Exercise inputs Start Marker

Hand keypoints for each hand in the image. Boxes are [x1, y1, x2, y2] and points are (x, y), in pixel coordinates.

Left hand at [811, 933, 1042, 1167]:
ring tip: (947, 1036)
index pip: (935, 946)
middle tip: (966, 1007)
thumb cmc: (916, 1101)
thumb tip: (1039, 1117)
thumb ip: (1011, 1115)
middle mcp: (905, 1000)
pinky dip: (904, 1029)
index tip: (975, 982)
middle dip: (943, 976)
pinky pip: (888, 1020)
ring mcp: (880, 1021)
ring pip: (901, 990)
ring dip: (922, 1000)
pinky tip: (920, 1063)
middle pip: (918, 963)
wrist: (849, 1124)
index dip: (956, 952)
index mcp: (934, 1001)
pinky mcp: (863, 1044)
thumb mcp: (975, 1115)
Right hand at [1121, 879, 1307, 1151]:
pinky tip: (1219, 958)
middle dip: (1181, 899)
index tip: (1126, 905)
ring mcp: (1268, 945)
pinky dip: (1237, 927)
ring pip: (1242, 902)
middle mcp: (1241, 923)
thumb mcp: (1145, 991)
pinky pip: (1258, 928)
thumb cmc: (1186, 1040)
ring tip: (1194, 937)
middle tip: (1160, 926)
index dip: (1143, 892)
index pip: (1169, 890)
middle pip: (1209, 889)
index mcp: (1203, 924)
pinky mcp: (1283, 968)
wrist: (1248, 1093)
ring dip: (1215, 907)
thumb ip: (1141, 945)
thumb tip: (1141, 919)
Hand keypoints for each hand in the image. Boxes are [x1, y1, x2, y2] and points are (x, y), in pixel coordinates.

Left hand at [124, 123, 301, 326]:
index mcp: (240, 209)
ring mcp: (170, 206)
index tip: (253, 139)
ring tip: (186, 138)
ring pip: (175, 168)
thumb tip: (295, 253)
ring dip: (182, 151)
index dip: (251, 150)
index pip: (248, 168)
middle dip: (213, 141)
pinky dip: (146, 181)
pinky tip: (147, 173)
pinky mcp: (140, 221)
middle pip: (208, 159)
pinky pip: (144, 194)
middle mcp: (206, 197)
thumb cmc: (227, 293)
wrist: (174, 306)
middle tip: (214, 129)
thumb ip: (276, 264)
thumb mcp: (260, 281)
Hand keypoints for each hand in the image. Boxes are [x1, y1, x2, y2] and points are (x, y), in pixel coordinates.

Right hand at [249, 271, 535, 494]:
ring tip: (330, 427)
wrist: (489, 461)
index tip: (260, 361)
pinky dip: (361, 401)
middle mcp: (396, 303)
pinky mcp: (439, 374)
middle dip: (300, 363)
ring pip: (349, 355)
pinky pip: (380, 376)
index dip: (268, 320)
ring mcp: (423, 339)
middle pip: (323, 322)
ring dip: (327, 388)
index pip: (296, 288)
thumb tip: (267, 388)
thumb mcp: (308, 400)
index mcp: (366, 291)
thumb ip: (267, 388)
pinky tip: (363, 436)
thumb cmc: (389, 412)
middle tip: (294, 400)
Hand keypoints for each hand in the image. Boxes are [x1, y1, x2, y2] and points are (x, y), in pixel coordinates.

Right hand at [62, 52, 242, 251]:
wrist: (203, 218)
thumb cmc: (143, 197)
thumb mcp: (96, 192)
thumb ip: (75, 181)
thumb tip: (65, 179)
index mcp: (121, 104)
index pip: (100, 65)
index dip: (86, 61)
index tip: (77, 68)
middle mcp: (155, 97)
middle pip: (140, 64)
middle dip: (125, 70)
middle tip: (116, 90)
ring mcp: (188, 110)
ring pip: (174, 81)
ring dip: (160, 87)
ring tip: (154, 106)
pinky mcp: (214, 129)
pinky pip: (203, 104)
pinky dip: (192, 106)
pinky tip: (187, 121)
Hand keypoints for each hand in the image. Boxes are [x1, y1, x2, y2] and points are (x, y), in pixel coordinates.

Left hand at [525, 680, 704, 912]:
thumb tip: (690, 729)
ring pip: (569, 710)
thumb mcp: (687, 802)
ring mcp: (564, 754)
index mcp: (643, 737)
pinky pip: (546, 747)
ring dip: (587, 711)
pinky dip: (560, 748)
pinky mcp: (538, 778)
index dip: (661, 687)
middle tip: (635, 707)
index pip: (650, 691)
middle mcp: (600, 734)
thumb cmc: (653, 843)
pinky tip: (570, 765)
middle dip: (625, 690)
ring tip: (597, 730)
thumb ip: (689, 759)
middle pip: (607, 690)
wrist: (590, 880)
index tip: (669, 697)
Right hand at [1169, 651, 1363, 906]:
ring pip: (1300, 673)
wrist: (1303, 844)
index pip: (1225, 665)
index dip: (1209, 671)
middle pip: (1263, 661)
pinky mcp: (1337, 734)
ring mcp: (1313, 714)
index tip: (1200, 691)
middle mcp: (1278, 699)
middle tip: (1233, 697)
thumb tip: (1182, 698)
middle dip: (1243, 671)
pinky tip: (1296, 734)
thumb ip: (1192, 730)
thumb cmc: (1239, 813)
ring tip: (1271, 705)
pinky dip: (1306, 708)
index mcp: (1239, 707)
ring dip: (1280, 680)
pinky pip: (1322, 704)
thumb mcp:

Exercise inputs End Marker

▶ _Problem to solve_: Copy the records above faithfully. Begin at their first line, end at the line containing "middle pip: (918, 963)", and include nothing else.

▶ _Result of this exercise_:
Hand keypoints for each hand in the image. Boxes are [x1, y1, x2, y2] and points are (x, y), in pixel coordinates.

Left hand at [811, 933, 1042, 1167]:
ring tip: (947, 1036)
index pip: (935, 946)
middle tip: (966, 1007)
thumb cmc: (916, 1101)
thumb tip: (1039, 1117)
thumb ip: (1011, 1115)
middle mcp: (905, 1000)
pinky dip: (904, 1029)
index tip: (975, 982)
middle dip: (943, 976)
pinky pip: (888, 1020)
ring mcp: (880, 1021)
ring pip: (901, 990)
ring dip: (922, 1000)
pinky tip: (920, 1063)
middle pip: (918, 963)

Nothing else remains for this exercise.